BRIEF
The answer must consist of every line in the data that contains "than".

ENTRIES SHOWN

────

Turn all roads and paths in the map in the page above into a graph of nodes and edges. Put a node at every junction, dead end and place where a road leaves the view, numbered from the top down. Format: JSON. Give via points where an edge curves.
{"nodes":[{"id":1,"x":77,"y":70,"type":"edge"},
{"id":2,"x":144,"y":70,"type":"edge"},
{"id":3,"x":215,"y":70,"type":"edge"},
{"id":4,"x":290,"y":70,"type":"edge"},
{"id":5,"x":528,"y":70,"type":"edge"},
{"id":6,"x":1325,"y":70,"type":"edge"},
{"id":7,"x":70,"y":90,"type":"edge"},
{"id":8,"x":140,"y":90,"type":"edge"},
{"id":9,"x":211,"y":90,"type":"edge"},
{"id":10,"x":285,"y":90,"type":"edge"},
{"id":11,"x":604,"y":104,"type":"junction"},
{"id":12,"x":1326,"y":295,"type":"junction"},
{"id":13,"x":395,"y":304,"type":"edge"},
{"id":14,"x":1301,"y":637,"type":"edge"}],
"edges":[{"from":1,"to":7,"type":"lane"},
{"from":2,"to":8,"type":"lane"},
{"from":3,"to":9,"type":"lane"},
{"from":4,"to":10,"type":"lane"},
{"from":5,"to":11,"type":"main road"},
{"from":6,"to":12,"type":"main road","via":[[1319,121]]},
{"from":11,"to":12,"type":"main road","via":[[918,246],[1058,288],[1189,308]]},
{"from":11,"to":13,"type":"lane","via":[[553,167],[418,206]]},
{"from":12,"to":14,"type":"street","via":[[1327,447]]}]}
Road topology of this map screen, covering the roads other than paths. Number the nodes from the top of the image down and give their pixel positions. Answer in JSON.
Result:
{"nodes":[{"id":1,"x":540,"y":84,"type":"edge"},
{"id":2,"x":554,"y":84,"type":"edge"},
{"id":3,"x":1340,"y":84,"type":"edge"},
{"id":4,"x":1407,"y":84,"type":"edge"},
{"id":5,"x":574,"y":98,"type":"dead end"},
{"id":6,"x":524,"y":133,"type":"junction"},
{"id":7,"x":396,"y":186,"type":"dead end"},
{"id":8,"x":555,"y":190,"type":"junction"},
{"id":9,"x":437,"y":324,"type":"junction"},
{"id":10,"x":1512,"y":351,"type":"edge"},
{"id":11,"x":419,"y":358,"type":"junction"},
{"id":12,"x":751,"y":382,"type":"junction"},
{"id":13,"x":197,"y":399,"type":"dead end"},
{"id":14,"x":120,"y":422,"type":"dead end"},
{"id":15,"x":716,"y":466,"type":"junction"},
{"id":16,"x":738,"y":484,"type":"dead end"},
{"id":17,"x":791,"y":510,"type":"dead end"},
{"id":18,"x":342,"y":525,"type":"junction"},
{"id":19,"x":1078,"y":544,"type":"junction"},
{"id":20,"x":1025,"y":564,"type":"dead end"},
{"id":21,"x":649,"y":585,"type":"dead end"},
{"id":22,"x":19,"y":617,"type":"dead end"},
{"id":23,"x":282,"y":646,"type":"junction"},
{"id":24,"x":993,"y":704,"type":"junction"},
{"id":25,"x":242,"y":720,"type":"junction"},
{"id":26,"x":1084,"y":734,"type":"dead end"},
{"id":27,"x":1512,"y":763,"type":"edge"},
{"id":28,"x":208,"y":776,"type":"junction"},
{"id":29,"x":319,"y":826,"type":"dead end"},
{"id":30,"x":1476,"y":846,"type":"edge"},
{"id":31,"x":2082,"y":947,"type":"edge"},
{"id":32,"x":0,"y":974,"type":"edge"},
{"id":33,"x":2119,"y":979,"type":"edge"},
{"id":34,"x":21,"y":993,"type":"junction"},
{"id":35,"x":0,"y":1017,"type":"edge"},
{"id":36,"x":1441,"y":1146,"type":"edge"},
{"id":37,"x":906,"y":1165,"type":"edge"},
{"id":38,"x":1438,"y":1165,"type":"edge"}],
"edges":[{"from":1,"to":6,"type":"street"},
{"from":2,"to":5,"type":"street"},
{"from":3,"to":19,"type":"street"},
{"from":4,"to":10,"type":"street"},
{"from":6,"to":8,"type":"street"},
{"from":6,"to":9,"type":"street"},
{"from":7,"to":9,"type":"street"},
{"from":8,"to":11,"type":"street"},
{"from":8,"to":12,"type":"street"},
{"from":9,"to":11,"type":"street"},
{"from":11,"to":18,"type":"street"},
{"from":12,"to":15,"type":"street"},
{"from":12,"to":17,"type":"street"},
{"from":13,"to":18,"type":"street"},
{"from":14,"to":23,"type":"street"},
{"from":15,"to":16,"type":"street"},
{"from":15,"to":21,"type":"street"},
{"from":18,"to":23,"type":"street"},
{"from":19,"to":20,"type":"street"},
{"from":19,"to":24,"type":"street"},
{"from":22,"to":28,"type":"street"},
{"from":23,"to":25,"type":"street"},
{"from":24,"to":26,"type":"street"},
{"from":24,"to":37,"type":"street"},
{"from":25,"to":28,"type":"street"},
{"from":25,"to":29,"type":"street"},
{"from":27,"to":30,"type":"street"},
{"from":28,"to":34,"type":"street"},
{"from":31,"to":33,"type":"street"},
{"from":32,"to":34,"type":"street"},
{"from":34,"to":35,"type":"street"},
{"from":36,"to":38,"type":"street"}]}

────

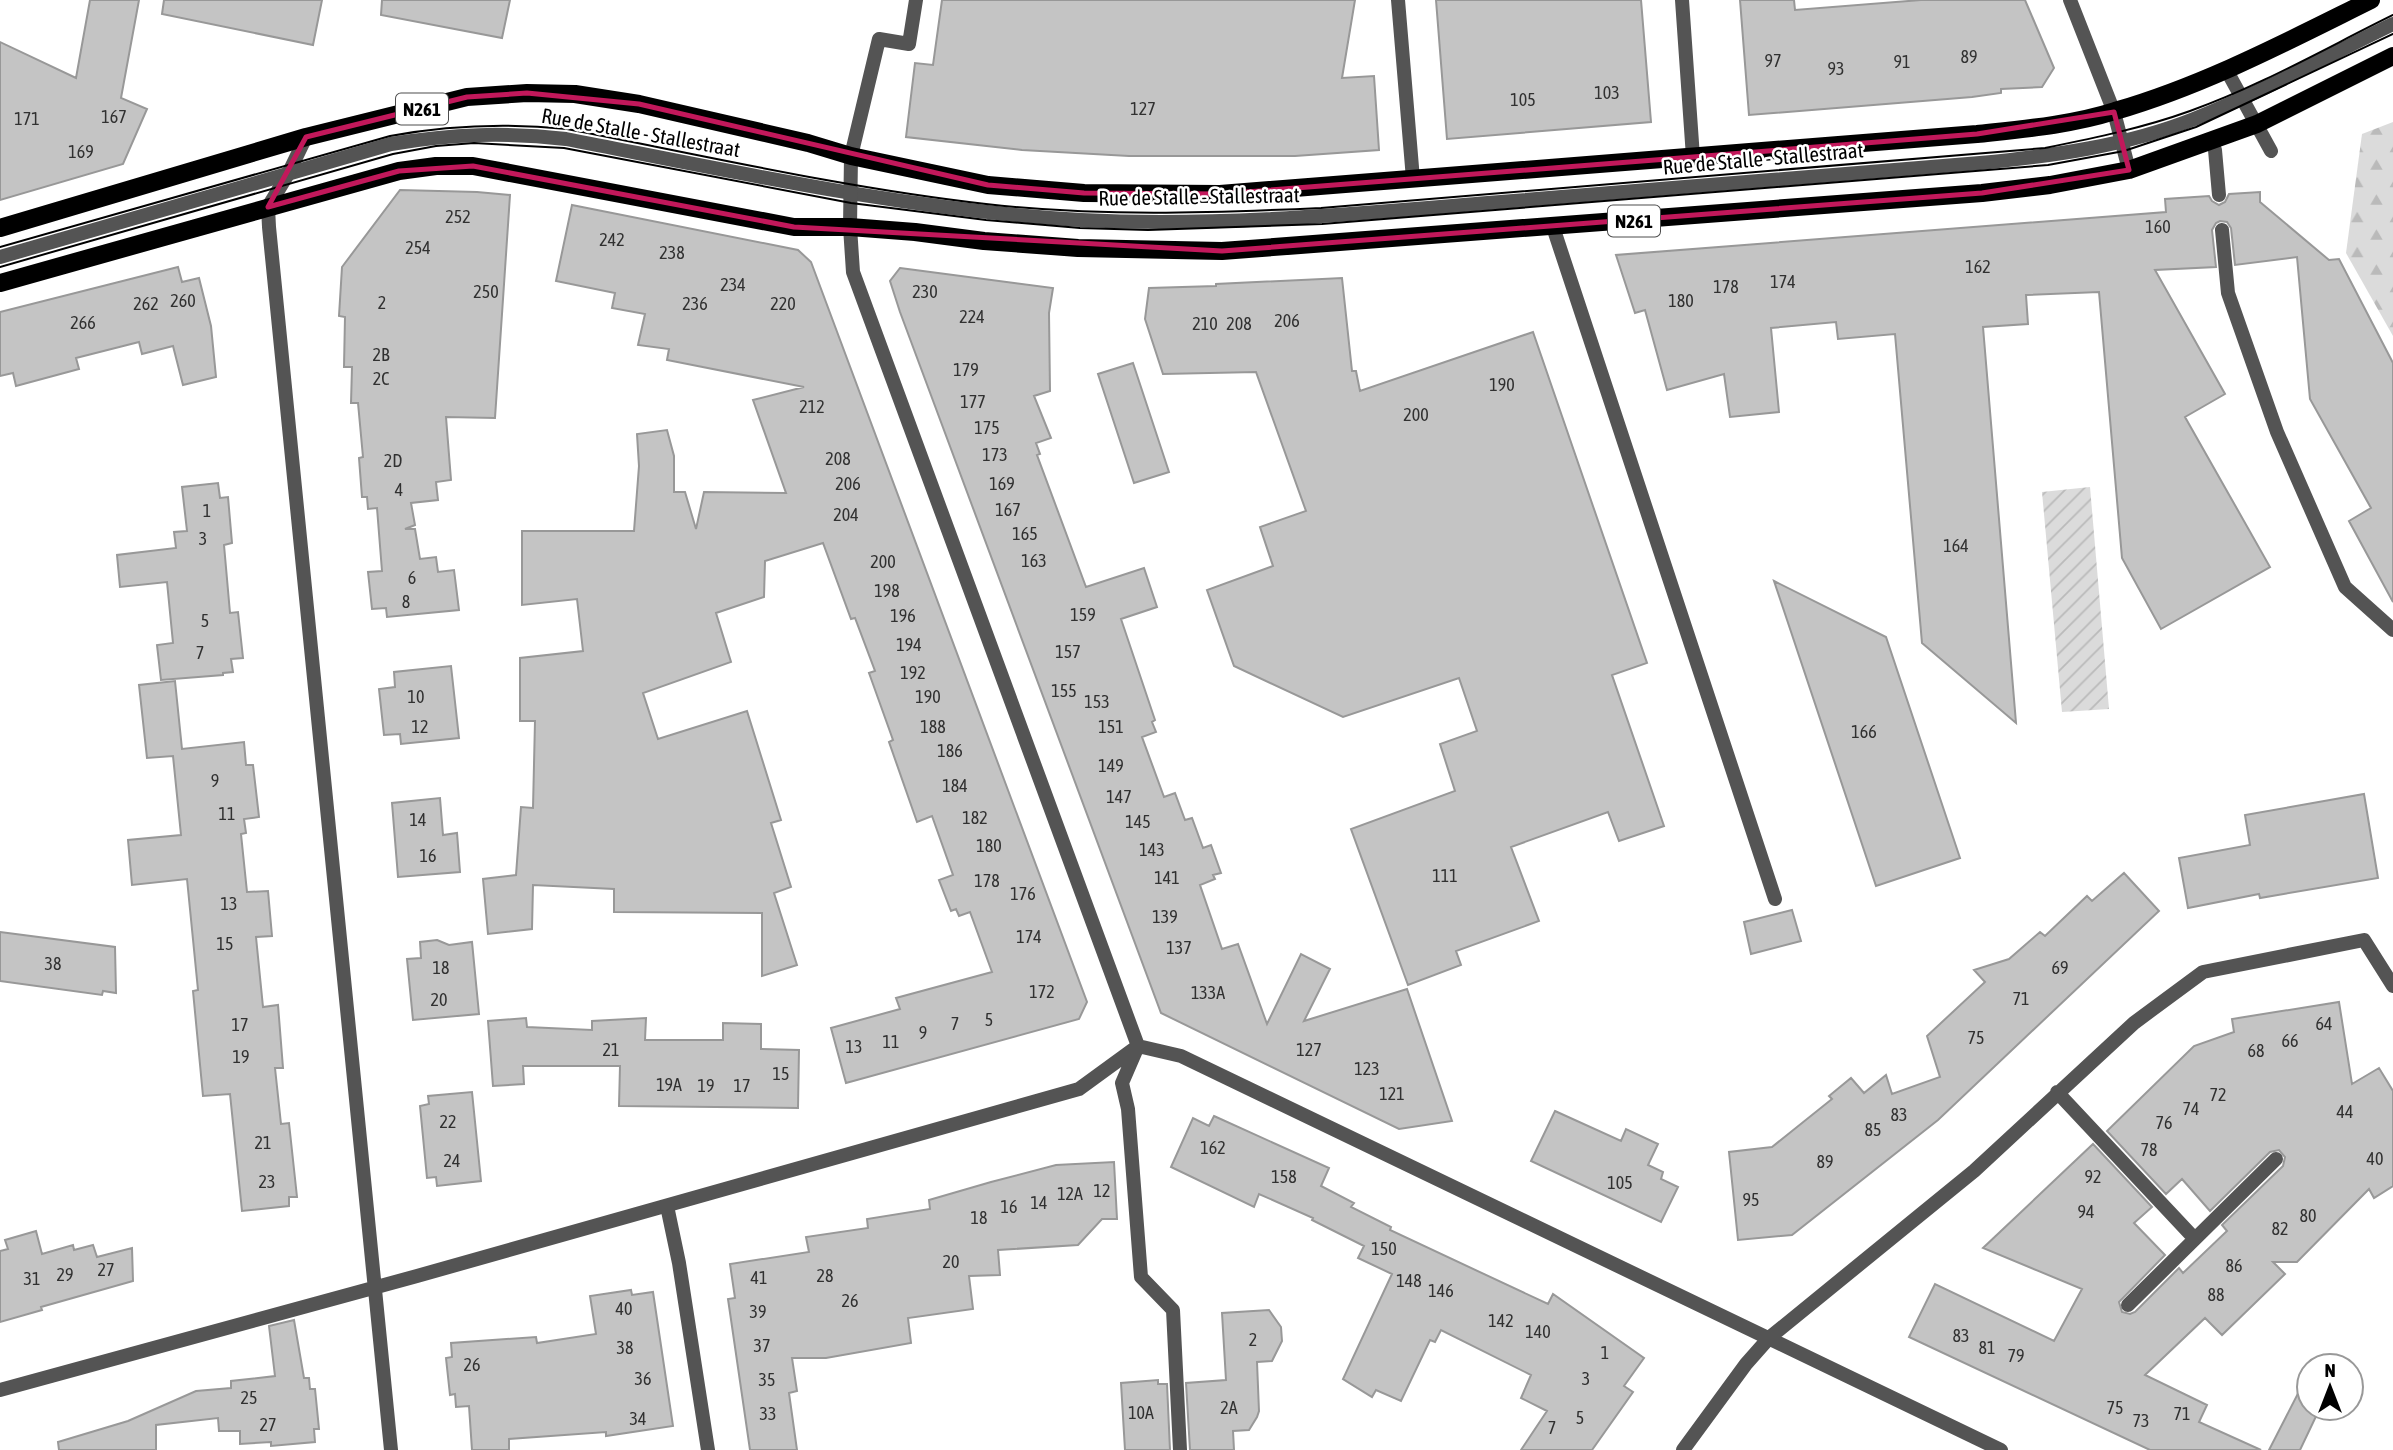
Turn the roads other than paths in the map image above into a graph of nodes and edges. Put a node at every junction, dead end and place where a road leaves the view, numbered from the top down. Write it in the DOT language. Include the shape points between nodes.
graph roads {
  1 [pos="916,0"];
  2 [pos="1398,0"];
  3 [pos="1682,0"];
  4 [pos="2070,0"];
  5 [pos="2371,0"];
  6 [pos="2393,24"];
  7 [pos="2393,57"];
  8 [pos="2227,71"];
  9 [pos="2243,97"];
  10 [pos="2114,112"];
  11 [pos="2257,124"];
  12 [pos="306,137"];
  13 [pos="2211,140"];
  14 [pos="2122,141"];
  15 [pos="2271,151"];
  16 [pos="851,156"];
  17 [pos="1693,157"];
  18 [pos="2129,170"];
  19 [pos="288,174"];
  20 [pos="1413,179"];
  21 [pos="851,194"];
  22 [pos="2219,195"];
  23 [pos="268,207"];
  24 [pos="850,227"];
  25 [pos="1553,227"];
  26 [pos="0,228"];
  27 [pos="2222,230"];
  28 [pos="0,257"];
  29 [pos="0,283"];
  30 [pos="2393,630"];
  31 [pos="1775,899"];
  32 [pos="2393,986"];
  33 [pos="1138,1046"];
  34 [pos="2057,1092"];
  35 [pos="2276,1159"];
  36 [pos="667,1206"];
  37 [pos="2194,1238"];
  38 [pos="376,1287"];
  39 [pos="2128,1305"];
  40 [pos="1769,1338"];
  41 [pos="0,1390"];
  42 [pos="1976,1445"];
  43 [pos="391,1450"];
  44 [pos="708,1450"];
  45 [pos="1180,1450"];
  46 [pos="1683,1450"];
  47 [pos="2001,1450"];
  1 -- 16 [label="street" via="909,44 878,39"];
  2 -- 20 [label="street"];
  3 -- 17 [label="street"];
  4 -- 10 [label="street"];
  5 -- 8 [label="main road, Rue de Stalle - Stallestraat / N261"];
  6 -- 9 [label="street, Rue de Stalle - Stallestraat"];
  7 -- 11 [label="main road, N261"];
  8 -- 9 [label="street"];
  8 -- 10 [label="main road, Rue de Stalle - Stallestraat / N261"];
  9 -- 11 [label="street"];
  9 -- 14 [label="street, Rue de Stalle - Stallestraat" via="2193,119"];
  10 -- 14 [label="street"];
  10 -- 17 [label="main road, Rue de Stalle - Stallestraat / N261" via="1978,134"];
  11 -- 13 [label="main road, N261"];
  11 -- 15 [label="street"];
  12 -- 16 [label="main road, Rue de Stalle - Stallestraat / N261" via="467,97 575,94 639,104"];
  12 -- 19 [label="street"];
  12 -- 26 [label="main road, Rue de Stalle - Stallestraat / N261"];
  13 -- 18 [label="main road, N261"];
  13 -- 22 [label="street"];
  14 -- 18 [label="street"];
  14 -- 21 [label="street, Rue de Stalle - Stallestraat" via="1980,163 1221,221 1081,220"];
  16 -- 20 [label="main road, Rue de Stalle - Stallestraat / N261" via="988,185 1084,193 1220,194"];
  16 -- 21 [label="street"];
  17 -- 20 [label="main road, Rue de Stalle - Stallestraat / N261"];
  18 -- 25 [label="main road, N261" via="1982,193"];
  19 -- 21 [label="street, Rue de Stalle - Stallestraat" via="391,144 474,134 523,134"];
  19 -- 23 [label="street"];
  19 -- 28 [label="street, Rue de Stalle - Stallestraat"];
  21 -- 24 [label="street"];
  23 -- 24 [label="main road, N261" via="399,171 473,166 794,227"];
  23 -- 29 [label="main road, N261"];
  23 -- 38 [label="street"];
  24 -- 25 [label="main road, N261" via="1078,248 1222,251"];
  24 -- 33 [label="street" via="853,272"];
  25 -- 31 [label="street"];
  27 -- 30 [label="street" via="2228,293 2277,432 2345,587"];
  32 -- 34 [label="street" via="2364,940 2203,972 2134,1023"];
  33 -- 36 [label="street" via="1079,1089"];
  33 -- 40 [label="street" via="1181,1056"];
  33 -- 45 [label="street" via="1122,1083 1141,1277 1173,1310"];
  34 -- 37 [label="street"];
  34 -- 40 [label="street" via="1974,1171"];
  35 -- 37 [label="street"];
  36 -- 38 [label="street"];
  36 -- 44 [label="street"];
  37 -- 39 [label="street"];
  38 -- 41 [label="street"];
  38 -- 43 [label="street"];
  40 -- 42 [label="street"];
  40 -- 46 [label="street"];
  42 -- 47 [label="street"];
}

────

REPLY TO THE EXERCISE
Road topology of this map screen, covering the roads other than paths. Number the nodes from the top of the image down and give their pixel positions. Answer in JSON.
Turn the roads other than paths in the map image above into a graph of nodes and edges. Put a node at every junction, dead end and place where a road leaves the view, numbered from the top down. Write it in the DOT language. Include the shape points between nodes.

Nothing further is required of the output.